Another study which confirmed the importance of 95% adherence found that although over 80% adherence may be associated with an initial virological response, less than 95% adherence was associated with virological failure at three months (Flandre 2002).

In addition to the number of doses taken, a recent study has also shown that taking doses on time every day results in lower viral loads, at least in patients taking their first antiretroviral drug regimen (Liu 2006). The study also questioned the concept of a 95% 'threshold' value for optimal adherence, finding that adherence below this level is often associated with good responses to treatment. However, this is no cause for complacency: the study showed that patients with higher levels of adherence had lower viral loads after a year's HIV treatment.

Contradictory findings - the need to consider plasma drug levels and the dynamics of drug resistance

Though these data indicate a clear relationship between high adherence and effective HAART, there may be some circumstances where even high adherence results in drug resistance.

Dr John Walsh and colleagues at the Chelsea and Westminster Hospital, London, reported their findings from a small study involving patients whose PI-containing HAART was failing. Blood plasma drug levels, genotypic and phenotypic resistance to protease inhibitors and adherence behaviour were examined in a group of prospectively recruited patients failing a combination containing either nelfinavir (16) or indinavir (18). Failure was defined as two consecutive viral load measurements above 1,000 copies. A control group of patients taking the same PIs but with three consecutive viral load measurements below 50 copies was also recruited.

Adherence was measured by pill counts, questionnaire and MEMScap.
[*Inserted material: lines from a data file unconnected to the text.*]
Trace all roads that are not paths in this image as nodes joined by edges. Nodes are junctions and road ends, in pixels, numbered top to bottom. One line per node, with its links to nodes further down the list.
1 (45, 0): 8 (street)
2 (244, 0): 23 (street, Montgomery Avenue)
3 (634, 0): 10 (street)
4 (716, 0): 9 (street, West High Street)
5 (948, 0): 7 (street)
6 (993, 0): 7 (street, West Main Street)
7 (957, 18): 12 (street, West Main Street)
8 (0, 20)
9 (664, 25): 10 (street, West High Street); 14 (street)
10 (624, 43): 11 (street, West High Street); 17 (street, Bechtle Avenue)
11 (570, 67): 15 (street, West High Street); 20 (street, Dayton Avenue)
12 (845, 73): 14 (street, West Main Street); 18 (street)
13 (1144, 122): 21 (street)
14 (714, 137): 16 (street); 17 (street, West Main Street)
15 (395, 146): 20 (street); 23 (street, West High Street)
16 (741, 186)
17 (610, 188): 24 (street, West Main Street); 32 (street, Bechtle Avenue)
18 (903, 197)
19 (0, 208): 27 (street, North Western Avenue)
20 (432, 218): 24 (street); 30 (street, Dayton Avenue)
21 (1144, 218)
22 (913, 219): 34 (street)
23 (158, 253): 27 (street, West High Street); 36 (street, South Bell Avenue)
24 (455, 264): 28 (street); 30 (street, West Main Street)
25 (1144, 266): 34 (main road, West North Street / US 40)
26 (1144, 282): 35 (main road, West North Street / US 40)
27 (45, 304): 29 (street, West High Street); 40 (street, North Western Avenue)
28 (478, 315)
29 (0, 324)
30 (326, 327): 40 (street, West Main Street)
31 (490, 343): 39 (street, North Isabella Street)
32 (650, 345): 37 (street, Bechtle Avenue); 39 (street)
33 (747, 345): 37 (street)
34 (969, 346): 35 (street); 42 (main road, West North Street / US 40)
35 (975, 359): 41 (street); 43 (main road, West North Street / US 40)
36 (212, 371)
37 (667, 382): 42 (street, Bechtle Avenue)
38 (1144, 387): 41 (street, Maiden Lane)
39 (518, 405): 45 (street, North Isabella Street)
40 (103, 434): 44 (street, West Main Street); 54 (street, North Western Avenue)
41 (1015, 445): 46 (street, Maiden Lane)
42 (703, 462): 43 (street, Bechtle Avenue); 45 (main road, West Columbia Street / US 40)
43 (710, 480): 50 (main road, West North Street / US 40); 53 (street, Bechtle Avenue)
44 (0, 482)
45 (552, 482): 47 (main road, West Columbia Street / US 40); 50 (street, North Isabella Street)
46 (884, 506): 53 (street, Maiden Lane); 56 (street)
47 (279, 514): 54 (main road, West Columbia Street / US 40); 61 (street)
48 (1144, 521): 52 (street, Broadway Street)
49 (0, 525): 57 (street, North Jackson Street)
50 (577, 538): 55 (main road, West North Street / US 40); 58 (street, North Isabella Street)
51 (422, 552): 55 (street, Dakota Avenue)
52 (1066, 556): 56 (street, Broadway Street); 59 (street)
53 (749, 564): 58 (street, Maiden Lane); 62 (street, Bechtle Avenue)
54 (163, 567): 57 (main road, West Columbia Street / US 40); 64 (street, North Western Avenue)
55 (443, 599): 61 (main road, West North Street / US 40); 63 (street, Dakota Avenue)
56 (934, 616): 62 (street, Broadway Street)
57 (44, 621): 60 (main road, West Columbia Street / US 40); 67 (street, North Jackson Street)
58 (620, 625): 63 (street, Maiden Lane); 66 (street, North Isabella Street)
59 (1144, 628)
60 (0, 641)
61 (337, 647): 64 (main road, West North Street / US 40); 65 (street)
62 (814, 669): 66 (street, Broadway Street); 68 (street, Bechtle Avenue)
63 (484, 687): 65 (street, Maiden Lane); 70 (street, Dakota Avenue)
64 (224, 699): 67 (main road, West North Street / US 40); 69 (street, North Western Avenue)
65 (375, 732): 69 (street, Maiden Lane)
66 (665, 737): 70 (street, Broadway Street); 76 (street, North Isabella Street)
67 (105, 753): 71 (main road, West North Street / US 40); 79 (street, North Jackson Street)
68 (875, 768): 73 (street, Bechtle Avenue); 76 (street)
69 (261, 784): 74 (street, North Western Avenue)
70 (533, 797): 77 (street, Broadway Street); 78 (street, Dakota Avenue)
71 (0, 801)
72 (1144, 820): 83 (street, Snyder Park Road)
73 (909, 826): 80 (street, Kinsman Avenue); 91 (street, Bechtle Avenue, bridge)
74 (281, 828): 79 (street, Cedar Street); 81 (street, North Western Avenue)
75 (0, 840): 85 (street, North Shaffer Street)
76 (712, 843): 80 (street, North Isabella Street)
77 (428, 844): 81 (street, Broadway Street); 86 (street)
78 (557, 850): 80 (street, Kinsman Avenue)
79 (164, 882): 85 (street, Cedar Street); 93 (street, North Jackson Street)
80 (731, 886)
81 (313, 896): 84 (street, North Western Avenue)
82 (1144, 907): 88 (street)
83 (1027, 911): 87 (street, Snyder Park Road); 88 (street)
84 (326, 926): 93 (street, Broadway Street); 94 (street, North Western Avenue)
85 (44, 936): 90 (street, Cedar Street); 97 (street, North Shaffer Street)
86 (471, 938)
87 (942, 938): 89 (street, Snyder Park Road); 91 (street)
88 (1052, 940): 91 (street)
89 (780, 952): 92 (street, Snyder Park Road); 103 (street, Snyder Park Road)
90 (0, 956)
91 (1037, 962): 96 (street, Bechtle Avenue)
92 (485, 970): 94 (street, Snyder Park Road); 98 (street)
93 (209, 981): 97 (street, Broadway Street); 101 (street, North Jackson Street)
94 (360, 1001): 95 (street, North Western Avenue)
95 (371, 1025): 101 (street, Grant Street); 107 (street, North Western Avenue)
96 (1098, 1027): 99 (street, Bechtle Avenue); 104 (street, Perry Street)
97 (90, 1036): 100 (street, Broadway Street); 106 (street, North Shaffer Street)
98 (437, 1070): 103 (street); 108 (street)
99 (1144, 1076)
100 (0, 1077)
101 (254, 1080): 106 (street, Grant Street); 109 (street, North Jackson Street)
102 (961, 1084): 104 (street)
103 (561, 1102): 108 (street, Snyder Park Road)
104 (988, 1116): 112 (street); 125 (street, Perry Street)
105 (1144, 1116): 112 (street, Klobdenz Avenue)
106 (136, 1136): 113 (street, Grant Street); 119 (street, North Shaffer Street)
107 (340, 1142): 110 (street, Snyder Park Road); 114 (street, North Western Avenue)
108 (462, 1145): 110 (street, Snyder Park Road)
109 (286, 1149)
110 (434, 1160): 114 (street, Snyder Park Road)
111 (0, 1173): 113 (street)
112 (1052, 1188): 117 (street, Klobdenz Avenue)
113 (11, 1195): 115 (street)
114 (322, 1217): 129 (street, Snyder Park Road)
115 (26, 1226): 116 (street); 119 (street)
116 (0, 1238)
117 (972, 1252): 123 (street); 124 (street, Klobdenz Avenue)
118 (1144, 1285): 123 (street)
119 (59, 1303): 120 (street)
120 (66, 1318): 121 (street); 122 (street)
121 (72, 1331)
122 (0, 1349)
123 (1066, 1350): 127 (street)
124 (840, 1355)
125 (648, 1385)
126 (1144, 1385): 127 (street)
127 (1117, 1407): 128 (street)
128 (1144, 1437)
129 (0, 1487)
Plasma drug levels were measured two, four and six hours after observed dosing.

There was a strong association between genotypic resistance mutations associated with PI treatment and a high level of adherence (99%) in those experiencing viral load rebound, suggesting that continued high adherence was in fact maintaining drug resistance. Individuals with poor adherence (average 75%) were significantly more likely to have wild type virus or naturally occurring genotypic changes (polymorphisms) than PI-associated mutations.

Plasma drug level testing showed a significant association between viral genotypic resistance and a lower nelfinavir trough level. These patients may have poor drug absorption or rapid drug elimination; coupled with good adherence this would be expected to lead to frequently sub-optimal drug levels that would select for drug resistant virus.

On the other hand, in those with poorer adherence, adherence may be so low as to fail to drive the selection of resistance mutations.

Another study, conducted in San Francisco, used unannounced pill counts at patients' homes to monitor adherence in people with viral load that remained above 100 copies/ml after three months of stable HAART, and continued to remain above 100 copies/ml for a further six months. Drug resistance mutations were monitored six months apart, and those with the highest levels of adherence (but ongoing detectable viral load) had the highest risk of developing new resistance mutations (p=0.02) (Bangsberg 2002). These findings suggest that where adherence is good, adequate drug levels may permit the selection of drug resistant mutations, whereas if a drug is absent from the blood for up to 50% of the time, there is less risk of drug resistant mutants gaining an advantage, since they are less fit in the absence of the selective pressure exerted by the drug(s).

Another study, in 195 patients in Baltimore, found that the risk of resistance declined when adherence fell below 69%, presumably because drug levels were too low to select for drug resistant virus (Sethi 2003). The risk of clinically significant drug resistance was greatest in patients with adherence of between 70% and 89%, and in those who missed more than one clinic visit.

References are listed at the end of Interventions to improve adherence in Anti-HIV therapy: Adherence.